Mayim Bialik also completely missed the point by claiming that unattractive actresses (presumably herself) are not harassed in Hollywood. Bialik clearly thinks that Weinstein’s (and O’Reilly’s and Roger Ailes’s and Bill Cosby’s …) predatory behavior was about sex. But for sexual predators, it’s all about power. Objectifying women and threatening their careers if they don’t “put out” are ways of keeping women in their place. And judging from the “Me too”s all over Facebook and Twitter, women in all walks of life have been subject to this same power game.

There are laws on the books to protect victims (both male and female) of sexual harassment. The problem is that a code of silence often prevails, and those in power buy the silence of their victims. It is easy from the outside to say that these actresses should have gone public immediately to stop the predatory behavior of Michael Weinstein. But in an industry as difficult to succeed in as is the entertainment world, it’s understandable why women would choose not to rock the boat. And it is maddening that in the 21st Century women should need to call men out on this dehumanizing behavior.

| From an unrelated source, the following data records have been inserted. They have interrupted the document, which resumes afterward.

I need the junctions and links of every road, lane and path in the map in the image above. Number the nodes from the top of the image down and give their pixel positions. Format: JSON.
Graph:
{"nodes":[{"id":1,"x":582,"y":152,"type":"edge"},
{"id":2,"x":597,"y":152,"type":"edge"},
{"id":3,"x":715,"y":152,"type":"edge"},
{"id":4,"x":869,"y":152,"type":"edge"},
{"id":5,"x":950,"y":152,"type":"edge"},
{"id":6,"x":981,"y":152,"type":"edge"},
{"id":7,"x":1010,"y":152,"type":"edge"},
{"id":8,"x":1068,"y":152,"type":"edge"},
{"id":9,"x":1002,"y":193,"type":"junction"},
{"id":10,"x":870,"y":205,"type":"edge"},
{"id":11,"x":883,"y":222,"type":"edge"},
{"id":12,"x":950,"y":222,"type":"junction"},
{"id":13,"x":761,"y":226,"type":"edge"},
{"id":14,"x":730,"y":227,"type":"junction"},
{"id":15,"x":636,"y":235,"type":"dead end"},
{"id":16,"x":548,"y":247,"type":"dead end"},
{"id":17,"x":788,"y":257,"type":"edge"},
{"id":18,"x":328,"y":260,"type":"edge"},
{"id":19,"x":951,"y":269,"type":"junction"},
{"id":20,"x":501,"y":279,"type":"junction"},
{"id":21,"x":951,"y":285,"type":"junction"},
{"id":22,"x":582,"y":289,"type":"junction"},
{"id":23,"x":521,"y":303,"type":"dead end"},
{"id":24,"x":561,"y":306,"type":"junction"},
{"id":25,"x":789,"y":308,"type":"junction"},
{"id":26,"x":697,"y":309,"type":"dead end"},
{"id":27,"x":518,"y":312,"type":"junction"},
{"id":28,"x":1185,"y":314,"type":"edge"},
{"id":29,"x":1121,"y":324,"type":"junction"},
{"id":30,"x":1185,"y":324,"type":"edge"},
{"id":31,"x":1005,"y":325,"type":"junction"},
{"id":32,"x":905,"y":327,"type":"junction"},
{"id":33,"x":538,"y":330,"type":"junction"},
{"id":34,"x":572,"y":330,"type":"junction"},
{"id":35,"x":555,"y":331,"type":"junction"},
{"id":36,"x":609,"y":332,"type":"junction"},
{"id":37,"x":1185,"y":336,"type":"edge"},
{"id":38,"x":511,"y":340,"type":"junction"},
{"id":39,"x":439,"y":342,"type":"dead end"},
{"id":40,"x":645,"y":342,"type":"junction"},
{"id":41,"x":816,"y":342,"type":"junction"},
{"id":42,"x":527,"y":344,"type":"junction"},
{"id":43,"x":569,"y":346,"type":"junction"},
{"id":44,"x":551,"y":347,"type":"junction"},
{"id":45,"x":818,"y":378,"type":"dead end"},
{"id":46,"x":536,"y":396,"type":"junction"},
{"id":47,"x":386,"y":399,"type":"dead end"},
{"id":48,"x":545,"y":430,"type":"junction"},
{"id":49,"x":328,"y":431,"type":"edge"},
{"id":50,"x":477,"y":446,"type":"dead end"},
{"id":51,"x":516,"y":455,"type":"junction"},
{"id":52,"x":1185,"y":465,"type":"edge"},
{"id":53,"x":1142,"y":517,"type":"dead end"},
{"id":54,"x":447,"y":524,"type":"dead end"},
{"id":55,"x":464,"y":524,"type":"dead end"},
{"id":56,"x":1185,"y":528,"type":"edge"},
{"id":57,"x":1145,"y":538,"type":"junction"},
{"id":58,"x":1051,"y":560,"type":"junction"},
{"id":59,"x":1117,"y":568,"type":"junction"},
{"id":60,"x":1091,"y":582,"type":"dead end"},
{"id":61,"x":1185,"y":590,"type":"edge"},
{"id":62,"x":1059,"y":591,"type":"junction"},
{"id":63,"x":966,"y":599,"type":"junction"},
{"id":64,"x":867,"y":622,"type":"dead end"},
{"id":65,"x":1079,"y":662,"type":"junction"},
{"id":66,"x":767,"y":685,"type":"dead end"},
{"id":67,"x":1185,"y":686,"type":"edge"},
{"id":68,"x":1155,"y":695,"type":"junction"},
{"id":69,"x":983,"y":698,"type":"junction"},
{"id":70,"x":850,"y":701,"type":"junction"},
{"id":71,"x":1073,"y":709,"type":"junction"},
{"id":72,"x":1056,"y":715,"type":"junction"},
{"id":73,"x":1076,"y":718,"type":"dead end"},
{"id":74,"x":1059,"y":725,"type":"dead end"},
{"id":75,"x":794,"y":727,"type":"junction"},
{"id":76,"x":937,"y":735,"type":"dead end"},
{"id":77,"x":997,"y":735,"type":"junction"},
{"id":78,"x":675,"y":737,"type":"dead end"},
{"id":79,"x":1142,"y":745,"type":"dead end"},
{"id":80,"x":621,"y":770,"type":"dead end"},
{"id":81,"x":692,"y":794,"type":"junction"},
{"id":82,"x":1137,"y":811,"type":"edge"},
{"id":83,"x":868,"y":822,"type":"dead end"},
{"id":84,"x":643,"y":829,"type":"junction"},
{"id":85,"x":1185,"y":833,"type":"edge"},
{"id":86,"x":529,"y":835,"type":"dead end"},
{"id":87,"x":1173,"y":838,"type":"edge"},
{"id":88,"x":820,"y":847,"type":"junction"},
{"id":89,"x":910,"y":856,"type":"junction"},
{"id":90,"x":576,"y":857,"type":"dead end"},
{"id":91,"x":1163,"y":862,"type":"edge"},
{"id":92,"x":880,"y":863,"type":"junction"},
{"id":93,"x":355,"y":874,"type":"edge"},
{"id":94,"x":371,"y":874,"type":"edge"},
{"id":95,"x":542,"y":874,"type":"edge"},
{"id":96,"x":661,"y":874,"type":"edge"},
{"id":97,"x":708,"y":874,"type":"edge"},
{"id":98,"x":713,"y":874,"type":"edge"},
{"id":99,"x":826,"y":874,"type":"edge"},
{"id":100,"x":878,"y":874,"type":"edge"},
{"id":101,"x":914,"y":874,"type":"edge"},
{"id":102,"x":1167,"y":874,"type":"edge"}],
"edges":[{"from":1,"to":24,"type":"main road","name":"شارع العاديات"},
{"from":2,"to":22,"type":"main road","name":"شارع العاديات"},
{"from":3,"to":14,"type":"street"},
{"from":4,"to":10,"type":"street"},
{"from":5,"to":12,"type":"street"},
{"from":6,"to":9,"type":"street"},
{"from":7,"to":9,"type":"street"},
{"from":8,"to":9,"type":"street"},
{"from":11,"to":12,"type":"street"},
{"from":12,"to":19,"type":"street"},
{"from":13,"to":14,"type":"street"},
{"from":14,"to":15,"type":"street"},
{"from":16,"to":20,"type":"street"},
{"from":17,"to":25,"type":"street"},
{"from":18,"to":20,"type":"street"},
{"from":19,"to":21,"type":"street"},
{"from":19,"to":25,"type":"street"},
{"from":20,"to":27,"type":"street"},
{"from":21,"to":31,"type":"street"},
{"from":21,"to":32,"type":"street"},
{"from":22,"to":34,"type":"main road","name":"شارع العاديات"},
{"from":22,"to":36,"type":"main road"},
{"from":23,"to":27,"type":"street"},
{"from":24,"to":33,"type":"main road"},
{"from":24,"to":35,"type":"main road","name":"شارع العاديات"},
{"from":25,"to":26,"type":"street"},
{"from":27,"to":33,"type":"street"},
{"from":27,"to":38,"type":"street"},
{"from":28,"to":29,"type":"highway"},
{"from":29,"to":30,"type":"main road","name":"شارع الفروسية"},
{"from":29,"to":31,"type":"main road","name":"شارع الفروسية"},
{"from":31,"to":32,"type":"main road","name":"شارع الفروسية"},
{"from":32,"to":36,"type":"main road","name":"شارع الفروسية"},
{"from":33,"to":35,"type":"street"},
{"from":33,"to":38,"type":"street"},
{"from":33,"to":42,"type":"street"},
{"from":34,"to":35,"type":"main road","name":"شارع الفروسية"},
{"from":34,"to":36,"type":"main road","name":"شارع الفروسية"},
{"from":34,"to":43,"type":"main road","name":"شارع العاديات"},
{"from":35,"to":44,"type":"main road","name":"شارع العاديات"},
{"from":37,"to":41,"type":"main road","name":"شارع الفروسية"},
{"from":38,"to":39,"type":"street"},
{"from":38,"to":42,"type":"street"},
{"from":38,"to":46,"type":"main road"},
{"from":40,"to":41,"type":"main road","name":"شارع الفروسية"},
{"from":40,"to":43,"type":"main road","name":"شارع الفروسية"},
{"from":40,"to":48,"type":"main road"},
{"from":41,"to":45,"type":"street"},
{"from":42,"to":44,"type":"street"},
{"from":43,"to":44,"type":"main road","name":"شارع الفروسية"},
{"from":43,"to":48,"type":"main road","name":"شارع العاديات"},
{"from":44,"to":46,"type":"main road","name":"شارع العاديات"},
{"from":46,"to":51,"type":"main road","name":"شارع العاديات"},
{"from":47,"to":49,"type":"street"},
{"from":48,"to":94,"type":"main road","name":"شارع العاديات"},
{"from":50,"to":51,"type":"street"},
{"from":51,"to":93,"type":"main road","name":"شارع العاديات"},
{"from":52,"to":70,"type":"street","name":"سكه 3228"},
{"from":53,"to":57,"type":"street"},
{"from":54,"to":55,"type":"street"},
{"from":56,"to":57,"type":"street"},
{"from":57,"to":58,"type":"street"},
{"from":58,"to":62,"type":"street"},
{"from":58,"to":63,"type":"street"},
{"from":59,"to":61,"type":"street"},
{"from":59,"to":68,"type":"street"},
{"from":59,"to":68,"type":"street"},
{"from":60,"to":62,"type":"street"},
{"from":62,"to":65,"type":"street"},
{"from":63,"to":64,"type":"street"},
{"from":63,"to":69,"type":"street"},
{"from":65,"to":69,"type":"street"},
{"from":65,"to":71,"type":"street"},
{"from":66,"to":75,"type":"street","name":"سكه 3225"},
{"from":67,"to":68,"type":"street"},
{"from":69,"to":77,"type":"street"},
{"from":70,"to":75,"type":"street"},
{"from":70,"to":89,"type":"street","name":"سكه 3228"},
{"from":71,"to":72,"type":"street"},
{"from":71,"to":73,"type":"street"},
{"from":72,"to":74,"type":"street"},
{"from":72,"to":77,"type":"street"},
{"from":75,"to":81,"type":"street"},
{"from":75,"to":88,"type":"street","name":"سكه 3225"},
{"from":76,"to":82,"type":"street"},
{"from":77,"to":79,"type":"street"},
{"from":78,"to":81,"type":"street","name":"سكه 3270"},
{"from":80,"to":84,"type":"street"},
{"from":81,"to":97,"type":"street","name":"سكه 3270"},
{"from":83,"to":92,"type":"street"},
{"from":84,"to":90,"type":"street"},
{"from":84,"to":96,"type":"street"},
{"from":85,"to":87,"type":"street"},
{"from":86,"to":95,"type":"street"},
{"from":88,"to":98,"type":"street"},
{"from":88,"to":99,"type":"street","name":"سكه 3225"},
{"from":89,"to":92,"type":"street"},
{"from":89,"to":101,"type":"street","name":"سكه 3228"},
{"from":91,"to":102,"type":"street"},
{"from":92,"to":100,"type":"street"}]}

I am currently reading a book titled Get Savvy: Letters to a Teenage Girl About Sex and Love by Kathleen Buckstaff. In the book, Buckstaff reveals her own emotional struggles after being sexually abused as a teenager at an East Coast boarding school. Like many victims, she kept her abusers’ secrets, but the emotional fallout led to Post Traumatic Stress Disorder in adulthood. Clearly the stakes are high in our culture for victims of sexual predators.

We need a sea change in our attitudes about gender roles, power, and sex. But first we need to break the code of silence and tacit acceptance around sexual abuse and harassment. And maybe it starts with saying, “Me, too.”